Each record must be retyped word for word.
☆ ☆ ☆ ☆
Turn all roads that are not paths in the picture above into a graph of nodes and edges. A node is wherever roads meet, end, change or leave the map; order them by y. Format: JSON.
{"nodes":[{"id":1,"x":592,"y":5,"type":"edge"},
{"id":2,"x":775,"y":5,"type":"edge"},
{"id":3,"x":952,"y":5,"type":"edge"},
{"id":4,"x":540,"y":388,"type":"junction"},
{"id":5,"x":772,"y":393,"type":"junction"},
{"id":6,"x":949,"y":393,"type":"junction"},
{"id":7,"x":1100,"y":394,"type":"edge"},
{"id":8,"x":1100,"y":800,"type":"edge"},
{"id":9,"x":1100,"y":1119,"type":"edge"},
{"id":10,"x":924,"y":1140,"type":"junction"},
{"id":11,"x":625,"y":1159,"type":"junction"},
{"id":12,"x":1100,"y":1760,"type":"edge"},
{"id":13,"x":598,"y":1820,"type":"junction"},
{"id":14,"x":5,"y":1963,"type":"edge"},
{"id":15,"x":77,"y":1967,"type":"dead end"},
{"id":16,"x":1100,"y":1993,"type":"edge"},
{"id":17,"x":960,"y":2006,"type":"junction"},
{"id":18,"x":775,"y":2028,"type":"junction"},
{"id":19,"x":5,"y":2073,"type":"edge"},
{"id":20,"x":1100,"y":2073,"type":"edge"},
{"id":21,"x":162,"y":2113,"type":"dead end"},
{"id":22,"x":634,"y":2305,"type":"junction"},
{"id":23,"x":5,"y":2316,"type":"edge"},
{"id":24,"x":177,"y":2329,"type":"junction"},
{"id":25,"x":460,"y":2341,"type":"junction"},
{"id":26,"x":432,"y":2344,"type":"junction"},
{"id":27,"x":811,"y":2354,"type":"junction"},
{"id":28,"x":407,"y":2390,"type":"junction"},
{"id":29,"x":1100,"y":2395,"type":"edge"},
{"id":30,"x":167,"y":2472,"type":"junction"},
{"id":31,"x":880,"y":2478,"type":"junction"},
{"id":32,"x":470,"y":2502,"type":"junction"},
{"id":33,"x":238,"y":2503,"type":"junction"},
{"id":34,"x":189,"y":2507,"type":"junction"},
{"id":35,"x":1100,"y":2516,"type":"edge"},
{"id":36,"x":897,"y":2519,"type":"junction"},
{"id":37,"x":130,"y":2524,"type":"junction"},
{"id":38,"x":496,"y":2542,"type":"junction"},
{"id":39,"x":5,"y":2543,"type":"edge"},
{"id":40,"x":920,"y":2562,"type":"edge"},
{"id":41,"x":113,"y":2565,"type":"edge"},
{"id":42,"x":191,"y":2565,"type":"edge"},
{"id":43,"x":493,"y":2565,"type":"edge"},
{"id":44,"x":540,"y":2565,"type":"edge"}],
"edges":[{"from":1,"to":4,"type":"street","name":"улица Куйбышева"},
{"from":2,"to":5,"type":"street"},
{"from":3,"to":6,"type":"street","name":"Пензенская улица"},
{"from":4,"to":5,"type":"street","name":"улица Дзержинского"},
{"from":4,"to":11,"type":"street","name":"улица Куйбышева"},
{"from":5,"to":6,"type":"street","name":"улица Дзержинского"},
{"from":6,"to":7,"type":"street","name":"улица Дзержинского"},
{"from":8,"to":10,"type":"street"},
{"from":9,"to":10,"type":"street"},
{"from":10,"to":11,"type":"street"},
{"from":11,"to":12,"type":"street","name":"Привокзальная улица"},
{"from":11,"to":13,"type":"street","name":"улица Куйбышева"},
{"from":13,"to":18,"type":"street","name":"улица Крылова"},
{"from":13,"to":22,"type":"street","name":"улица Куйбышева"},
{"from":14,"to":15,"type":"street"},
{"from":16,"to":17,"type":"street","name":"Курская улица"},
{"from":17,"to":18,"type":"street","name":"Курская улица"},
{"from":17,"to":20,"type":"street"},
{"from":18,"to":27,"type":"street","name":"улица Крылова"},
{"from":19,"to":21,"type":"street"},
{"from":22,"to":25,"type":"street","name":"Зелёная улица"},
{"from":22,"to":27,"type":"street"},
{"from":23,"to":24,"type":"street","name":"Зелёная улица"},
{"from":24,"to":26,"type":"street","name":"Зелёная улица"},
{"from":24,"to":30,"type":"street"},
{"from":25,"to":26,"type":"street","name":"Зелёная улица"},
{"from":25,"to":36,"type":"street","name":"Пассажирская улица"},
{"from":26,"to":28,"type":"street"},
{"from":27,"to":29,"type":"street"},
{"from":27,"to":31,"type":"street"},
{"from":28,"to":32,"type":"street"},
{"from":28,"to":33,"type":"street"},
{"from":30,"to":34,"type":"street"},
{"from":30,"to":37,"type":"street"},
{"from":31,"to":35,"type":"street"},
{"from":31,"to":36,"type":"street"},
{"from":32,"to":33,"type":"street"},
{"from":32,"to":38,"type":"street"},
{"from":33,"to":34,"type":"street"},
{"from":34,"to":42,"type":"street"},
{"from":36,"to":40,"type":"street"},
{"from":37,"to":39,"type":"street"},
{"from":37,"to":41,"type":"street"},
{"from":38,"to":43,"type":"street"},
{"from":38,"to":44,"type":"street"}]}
☆ ☆ ☆ ☆
**Response**
Turn all roads that are not paths in the picture above into a graph of nodes and edges. A node is wherever roads meet, end, change or leave the map; order them by y. Format: JSON.
{"nodes":[{"id":1,"x":592,"y":5,"type":"edge"},
{"id":2,"x":775,"y":5,"type":"edge"},
{"id":3,"x":952,"y":5,"type":"edge"},
{"id":4,"x":540,"y":388,"type":"junction"},
{"id":5,"x":772,"y":393,"type":"junction"},
{"id":6,"x":949,"y":393,"type":"junction"},
{"id":7,"x":1100,"y":394,"type":"edge"},
{"id":8,"x":1100,"y":800,"type":"edge"},
{"id":9,"x":1100,"y":1119,"type":"edge"},
{"id":10,"x":924,"y":1140,"type":"junction"},
{"id":11,"x":625,"y":1159,"type":"junction"},
{"id":12,"x":1100,"y":1760,"type":"edge"},
{"id":13,"x":598,"y":1820,"type":"junction"},
{"id":14,"x":5,"y":1963,"type":"edge"},
{"id":15,"x":77,"y":1967,"type":"dead end"},
{"id":16,"x":1100,"y":1993,"type":"edge"},
{"id":17,"x":960,"y":2006,"type":"junction"},
{"id":18,"x":775,"y":2028,"type":"junction"},
{"id":19,"x":5,"y":2073,"type":"edge"},
{"id":20,"x":1100,"y":2073,"type":"edge"},
{"id":21,"x":162,"y":2113,"type":"dead end"},
{"id":22,"x":634,"y":2305,"type":"junction"},
{"id":23,"x":5,"y":2316,"type":"edge"},
{"id":24,"x":177,"y":2329,"type":"junction"},
{"id":25,"x":460,"y":2341,"type":"junction"},
{"id":26,"x":432,"y":2344,"type":"junction"},
{"id":27,"x":811,"y":2354,"type":"junction"},
{"id":28,"x":407,"y":2390,"type":"junction"},
{"id":29,"x":1100,"y":2395,"type":"edge"},
{"id":30,"x":167,"y":2472,"type":"junction"},
{"id":31,"x":880,"y":2478,"type":"junction"},
{"id":32,"x":470,"y":2502,"type":"junction"},
{"id":33,"x":238,"y":2503,"type":"junction"},
{"id":34,"x":189,"y":2507,"type":"junction"},
{"id":35,"x":1100,"y":2516,"type":"edge"},
{"id":36,"x":897,"y":2519,"type":"junction"},
{"id":37,"x":130,"y":2524,"type":"junction"},
{"id":38,"x":496,"y":2542,"type":"junction"},
{"id":39,"x":5,"y":2543,"type":"edge"},
{"id":40,"x":920,"y":2562,"type":"edge"},
{"id":41,"x":113,"y":2565,"type":"edge"},
{"id":42,"x":191,"y":2565,"type":"edge"},
{"id":43,"x":493,"y":2565,"type":"edge"},
{"id":44,"x":540,"y":2565,"type":"edge"}],
"edges":[{"from":1,"to":4,"type":"street","name":"улица Куйбышева"},
{"from":2,"to":5,"type":"street"},
{"from":3,"to":6,"type":"street","name":"Пензенская улица"},
{"from":4,"to":5,"type":"street","name":"улица Дзержинского"},
{"from":4,"to":11,"type":"street","name":"улица Куйбышева"},
{"from":5,"to":6,"type":"street","name":"улица Дзержинского"},
{"from":6,"to":7,"type":"street","name":"улица Дзержинского"},
{"from":8,"to":10,"type":"street"},
{"from":9,"to":10,"type":"street"},
{"from":10,"to":11,"type":"street"},
{"from":11,"to":12,"type":"street","name":"Привокзальная улица"},
{"from":11,"to":13,"type":"street","name":"улица Куйбышева"},
{"from":13,"to":18,"type":"street","name":"улица Крылова"},
{"from":13,"to":22,"type":"street","name":"улица Куйбышева"},
{"from":14,"to":15,"type":"street"},
{"from":16,"to":17,"type":"street","name":"Курская улица"},
{"from":17,"to":18,"type":"street","name":"Курская улица"},
{"from":17,"to":20,"type":"street"},
{"from":18,"to":27,"type":"street","name":"улица Крылова"},
{"from":19,"to":21,"type":"street"},
{"from":22,"to":25,"type":"street","name":"Зелёная улица"},
{"from":22,"to":27,"type":"street"},
{"from":23,"to":24,"type":"street","name":"Зелёная улица"},
{"from":24,"to":26,"type":"street","name":"Зелёная улица"},
{"from":24,"to":30,"type":"street"},
{"from":25,"to":26,"type":"street","name":"Зелёная улица"},
{"from":25,"to":36,"type":"street","name":"Пассажирская улица"},
{"from":26,"to":28,"type":"street"},
{"from":27,"to":29,"type":"street"},
{"from":27,"to":31,"type":"street"},
{"from":28,"to":32,"type":"street"},
{"from":28,"to":33,"type":"street"},
{"from":30,"to":34,"type":"street"},
{"from":30,"to":37,"type":"street"},
{"from":31,"to":35,"type":"street"},
{"from":31,"to":36,"type":"street"},
{"from":32,"to":33,"type":"street"},
{"from":32,"to":38,"type":"street"},
{"from":33,"to":34,"type":"street"},
{"from":34,"to":42,"type":"street"},
{"from":36,"to":40,"type":"street"},
{"from":37,"to":39,"type":"street"},
{"from":37,"to":41,"type":"street"},
{"from":38,"to":43,"type":"street"},
{"from":38,"to":44,"type":"street"}]}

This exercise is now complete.